Утром в понедельник пришли Чарльз Скрибнер и Гарри Брак. Чарльз сказал, что обе книги замечательны. Он считает, что надо издавать первым делом «Опасное лето», используя публикацию в журнале как рекламу. Кроме того, лучше, чтобы публикация повести по времени не сильно отстояла от реальных событий, описанных в ней. Гарри Брак признался, что не дочитал «Опасное лето», но тоже придерживается того же мнения. Эрнест улыбнулся, заметив, что и сам склонялся к этому решению. Увидев его улыбку, я вдруг понял, что с тех пор, как улетел с Кубы, в первый раз вижу Эрнеста улыбающимся.

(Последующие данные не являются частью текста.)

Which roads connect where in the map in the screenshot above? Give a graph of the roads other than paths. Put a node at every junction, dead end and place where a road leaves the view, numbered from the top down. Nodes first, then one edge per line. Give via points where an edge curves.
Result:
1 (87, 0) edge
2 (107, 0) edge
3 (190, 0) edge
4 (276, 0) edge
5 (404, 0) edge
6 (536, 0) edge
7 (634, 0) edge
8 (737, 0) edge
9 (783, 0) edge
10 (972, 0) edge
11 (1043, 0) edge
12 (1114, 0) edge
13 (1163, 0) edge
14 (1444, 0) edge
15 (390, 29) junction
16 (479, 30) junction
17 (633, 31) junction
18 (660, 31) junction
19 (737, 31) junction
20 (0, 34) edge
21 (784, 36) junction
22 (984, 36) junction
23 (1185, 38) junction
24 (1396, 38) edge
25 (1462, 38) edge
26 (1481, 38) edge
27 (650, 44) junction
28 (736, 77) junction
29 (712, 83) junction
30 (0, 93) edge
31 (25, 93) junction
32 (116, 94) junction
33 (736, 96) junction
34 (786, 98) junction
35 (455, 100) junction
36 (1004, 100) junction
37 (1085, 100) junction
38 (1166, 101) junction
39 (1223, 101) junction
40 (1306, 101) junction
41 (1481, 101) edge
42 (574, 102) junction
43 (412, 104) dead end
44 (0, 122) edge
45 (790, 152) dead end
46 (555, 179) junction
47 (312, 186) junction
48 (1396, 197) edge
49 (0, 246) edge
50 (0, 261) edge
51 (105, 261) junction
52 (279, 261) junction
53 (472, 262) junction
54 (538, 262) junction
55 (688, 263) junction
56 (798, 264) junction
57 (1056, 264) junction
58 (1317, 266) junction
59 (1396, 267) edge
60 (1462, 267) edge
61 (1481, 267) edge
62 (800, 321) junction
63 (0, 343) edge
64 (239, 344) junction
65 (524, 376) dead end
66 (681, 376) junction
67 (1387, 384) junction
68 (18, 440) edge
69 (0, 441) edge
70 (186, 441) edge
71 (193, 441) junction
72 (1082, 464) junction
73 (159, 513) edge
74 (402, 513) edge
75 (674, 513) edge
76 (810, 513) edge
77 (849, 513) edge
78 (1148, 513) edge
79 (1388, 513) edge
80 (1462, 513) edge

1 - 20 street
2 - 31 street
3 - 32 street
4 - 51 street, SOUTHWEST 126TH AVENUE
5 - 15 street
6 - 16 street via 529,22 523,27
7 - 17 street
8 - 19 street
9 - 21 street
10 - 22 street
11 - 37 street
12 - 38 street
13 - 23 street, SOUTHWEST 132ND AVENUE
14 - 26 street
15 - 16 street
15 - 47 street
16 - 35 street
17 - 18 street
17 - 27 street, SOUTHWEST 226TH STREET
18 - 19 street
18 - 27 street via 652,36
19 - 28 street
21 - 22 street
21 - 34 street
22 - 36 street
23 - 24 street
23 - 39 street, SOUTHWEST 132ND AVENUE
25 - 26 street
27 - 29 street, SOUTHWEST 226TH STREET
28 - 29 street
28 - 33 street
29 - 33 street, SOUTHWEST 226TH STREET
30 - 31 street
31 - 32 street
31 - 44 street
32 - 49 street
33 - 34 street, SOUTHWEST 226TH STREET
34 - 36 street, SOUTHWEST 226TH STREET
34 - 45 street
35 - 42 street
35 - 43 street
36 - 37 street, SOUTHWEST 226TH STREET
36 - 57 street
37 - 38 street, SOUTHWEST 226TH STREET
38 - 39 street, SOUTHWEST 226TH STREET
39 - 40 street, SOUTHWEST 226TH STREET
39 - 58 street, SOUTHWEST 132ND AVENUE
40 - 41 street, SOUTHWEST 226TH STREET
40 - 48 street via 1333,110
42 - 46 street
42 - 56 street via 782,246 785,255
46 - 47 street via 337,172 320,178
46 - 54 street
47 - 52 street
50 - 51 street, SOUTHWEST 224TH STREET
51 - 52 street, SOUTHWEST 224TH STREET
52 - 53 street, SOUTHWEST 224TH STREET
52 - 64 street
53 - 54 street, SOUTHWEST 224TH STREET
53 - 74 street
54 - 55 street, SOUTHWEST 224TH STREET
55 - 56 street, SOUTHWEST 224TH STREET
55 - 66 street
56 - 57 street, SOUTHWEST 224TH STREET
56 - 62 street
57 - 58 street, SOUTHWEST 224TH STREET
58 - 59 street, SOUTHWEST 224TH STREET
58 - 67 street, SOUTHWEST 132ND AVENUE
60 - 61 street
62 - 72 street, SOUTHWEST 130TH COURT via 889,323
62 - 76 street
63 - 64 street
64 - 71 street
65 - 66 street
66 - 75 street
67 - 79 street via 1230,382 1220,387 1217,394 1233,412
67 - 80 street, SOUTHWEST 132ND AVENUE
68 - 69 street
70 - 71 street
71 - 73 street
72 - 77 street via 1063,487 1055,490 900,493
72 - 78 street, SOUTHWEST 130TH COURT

Когда они уехали, Эрнест сказал:
— Кажется, им понравились рукописи. Может, и не надо пока закрывать лавочку на ремонт. Давай-ка поедем к Тутсу, съедим там что-нибудь и еще глубже осознаем, как хороши блюда, которые готовит Мэри.
Эрнест получил удовольствие от обеда. Он выпил пару бокалов вина, как всегда, обменялся грубоватыми шутками с Тутсом, поболтал с Леонардом Лайонсом и спортивным комментатором Джимми Кэнноном, старым другом Хемингуэя. Когда мы возвращались домой, он останавливался у каждой витрины.
— Как чертовски приятно снова вернуться в этот город, — задумчиво произнес он.
Я радовался, видя, что ему хорошо. К сожалению, это продолжалось недолго.
Только мы вошли в квартиру, как раздался звонок телефона.
Слушая то, что говорил Эрнест, я легко понимал, о чем идет речь. Чарльз Скрибнер, посоветовавшись еще раз с Гарри Браком, который наконец дочитал до конца «Опасное лето», решил, что первой должна выйти книга парижских воспоминаний.
— Но я уже послал кучу телеграмм с просьбой прислать картинки корриды и, черт возьми, много еще разных других материалов! — Выслушав ответ, он продолжил: — Я не сказал, что это плохая мысль, но, Чарльз, не думаю, что это очень конструктивно — утром принимать одно решение, а после полудня — совершенно другое. Но если вы с Гарри так решили, я согласен.
В тот вечер Эрнест отказался ужинать и рано лег в постель, обложившись газетами и журналами, которые купил по дороге домой. Он взял и блокнот с карандашом и, когда я выходил из комнаты, уже что-то писал.
На следующее утро мы пошли к глазному врачу. Прием длился почти два часа. У Эрнеста с собой была большая папка с результатами анализов и записями, сделанными гаванскими специалистами, которые его лечили на Кубе. Сначала ему закапали что-то в глаза, и он некоторое время сидел в приемной комнате, ожидая необходимого эффекта. Врач произвел на Эрнеста сильное впечатление. Он сказал, что тот — настоящий колдун. Еще более его потрясло оборудование. По сравнению со всеми этими аппаратами, сказал он, приборы кубинских врачей кажутся совершенно допотопными.
Когда мы уходили, медсестра вручила Эрнесту рецепты. По дороге обратно он не сказал ни слова о результатах осмотра, и только когда мы почти пришли домой, он произнес:
— Похоже, дела обстоят неплохо, и кубинские эскулапы крупно ошиблись. Мне просто нужны более сильные очки.
С тех пор Эрнест никогда не говорил о проблемах с глазами. И я потом никогда не замечал, что он испытывает трудности при чтении. И, насколько знаю, он так и не использовал полученный рецепт и не заказал более сильные очки.